The sourness in my chest goes starkly bitter. "Yes, well, I guess we're both victims of evil monarchs."

The quiet wraps around us as the violin stops. Soft murmurs of people heading off to their respective tents fill the silence, and the firelight beyond goes dim.

"I'll help you," I say.

Jasper's head snaps toward me. "Why?"

"Because your people don't deserve to suffer. And I hate bastards that would make others suffer so they can be powerful."

He wraps his trembling arms around me and pushes his forehead against mine. "Thank you, Rei."

I hold him for a while as the camp winds down. Finally, Jasper releases me. He stretches out his legs and flops on the blankets.
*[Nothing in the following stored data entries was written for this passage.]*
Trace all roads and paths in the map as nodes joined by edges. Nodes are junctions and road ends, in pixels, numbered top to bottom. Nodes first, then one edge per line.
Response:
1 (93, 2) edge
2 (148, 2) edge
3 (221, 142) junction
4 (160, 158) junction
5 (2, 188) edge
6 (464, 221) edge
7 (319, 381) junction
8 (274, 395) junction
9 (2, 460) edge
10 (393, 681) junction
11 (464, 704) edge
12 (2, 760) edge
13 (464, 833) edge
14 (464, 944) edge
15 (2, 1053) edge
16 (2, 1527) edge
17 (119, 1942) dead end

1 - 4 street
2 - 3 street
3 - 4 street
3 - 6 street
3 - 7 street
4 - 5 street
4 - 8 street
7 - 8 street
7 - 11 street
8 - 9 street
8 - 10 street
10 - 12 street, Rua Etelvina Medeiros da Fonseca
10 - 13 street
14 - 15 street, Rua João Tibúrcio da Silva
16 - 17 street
I reach up and tap two of the magus crystals, letting the magic drain out through me until they extinguish, then lie beside him.
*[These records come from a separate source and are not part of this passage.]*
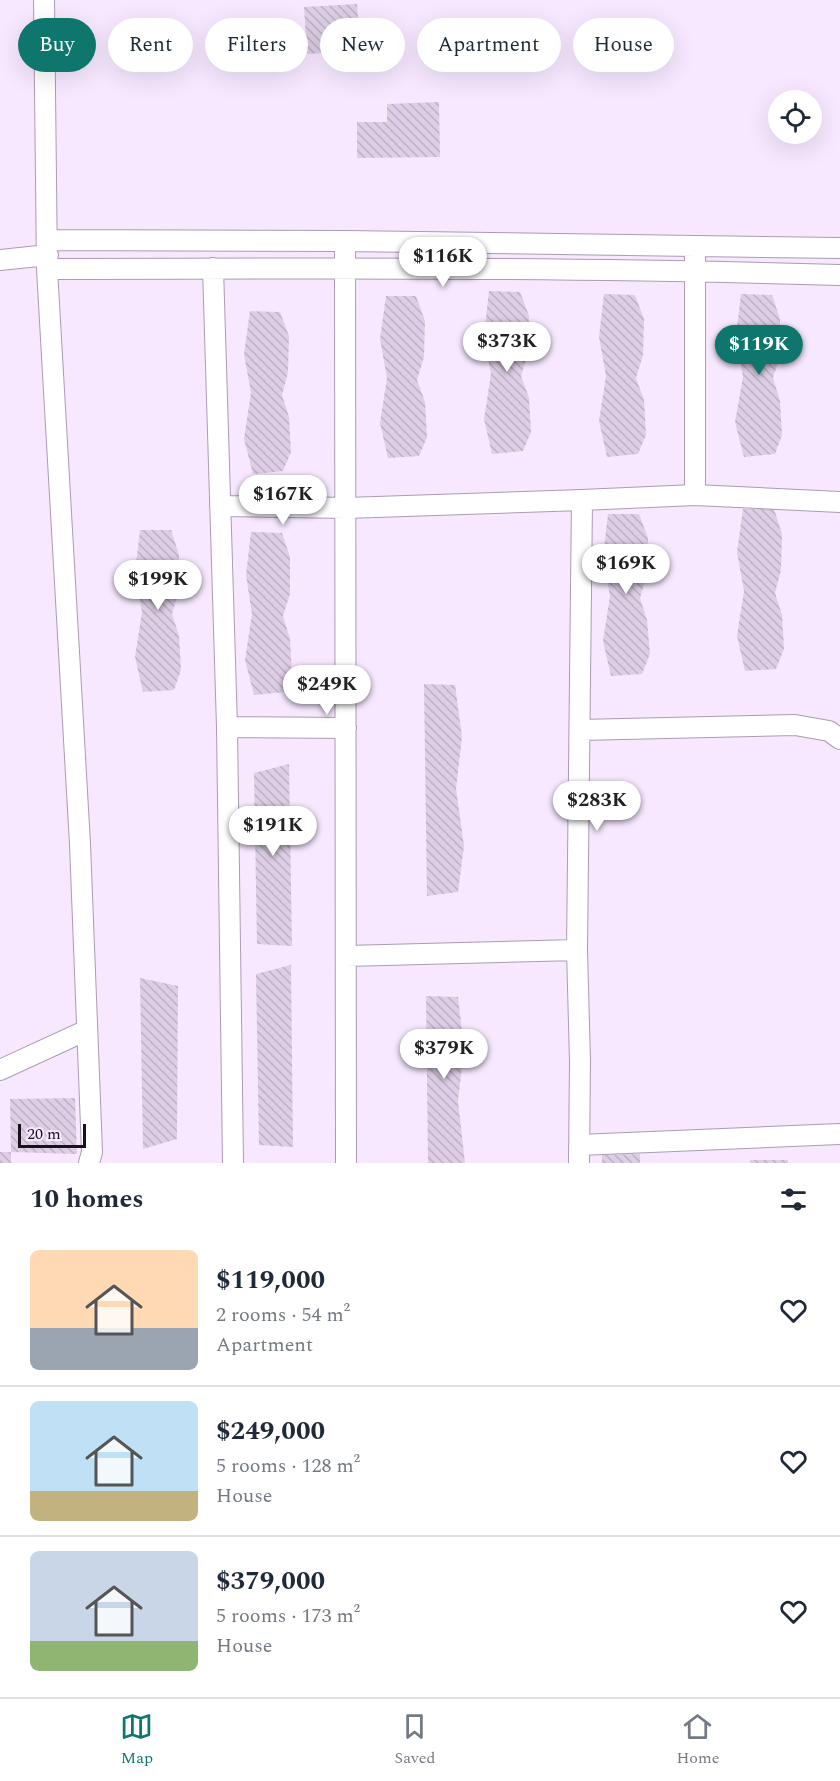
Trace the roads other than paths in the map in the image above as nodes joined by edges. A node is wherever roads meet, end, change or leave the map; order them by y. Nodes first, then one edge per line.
1 (44, 0) edge
2 (345, 241) junction
3 (695, 246) junction
4 (840, 248) edge
5 (48, 255) junction
6 (0, 260) edge
7 (213, 268) junction
8 (344, 268) junction
9 (696, 271) junction
10 (840, 275) edge
11 (694, 495) junction
12 (582, 501) junction
13 (840, 502) edge
14 (220, 506) junction
15 (346, 507) junction
16 (227, 727) junction
17 (346, 728) junction
18 (580, 730) junction
19 (840, 739) edge
20 (577, 950) junction
21 (346, 956) junction
22 (87, 1030) junction
23 (0, 1070) edge
24 (840, 1134) edge
25 (579, 1154) edge
26 (89, 1163) edge
27 (233, 1163) edge
28 (346, 1163) edge

1 - 5 street
2 - 3 street
2 - 5 street
2 - 8 street
3 - 4 street
3 - 9 street
5 - 6 street
5 - 7 street
5 - 22 street
7 - 8 street
7 - 14 street
8 - 9 street
8 - 15 street
9 - 10 street
9 - 11 street
11 - 12 street
11 - 13 street
12 - 15 street
12 - 18 street
14 - 15 street
14 - 16 street
15 - 17 street
16 - 17 street
16 - 27 street
17 - 21 street
18 - 19 street
18 - 20 street
20 - 21 street
20 - 25 street
21 - 28 street
22 - 23 street
22 - 26 street
24 - 25 street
"Sometimes I wonder if the gods hate me," he whispers, like saying it too loud might bring down their wrath.

"I know the feeling."

His hand finds mine between us and he threads our fingers together. "I'm sorry for what I've done to you."

My throat tightens and tears burn my eyes. I'm glad it's dark. I swallow and suck in a sharp breath to keep my voice from wavering. "I might forgive you. One day," I say with as much playfulness as I can muster.

"What will I have to do to earn it?"

I lick my lips, nerves battering my every thought. Now is the time. He's trusted me with a deep truth. I can ask for this in return.

"Help me kill my mother."

His thumb coasts along mine in a slow drag. "What then?"

I'm struck silent. What then, indeed. I hadn't thought of the after, only the act. Save my kingdom and my people, but not what comes next. There could be a power struggle. Any number of wealthy families in Fynren might vie for the throne if they think it's weak.

And it is.

My eldest sister is likely dead, but certain never to return. She's been gone more than half my life. Lily hasn't come home from school. She was abducted by pirates, and despite what Mother said about her being on the way, she never came home. And Alyse…

There are no other heirs left but me, and if I want the throne, I will have to hold onto it with force.

But do I want it?

Not particularly.

I want my people to prosper. I want my kingdom to be fair and to thrive.

And I can't trust anyone else to do that.

"Marry me," I say before I can think better of it.

"What?" Jasper sits up so fast I flinch.

I swallow back nerves for what feels like the thousandth time. "Rule with me. Protect your people and give them a place to live free from the abuse of humans. Help me keep mine safe from our threats abroad and within. Help Fynren prosper."

I can hear my heart beating, feel it in my throat, as I wait for his answer. He looks off toward the tent flap and I wonder if he's thinking about running. Perhaps I didn't have him where I needed him to spring this. It was too soon. I played my hand, and now it's over.

I'm holding my breath, but the burn in my lungs is nothing compared to the ache in my chest. Waiting for his answer feels like eternity.

Slowly, he lowers back down to the blankets. "Yeah. Okay."

Something in me crumbles to ash and I think it might be my heart. He agreed, so why does it feel like I'm dying inside?

"Good," I whisper as tears gather in my eyes.

Jasper turns away from me. "Good night, princess."

I roll over, tucking my arms against my chest as I stifle my sobs. "Night."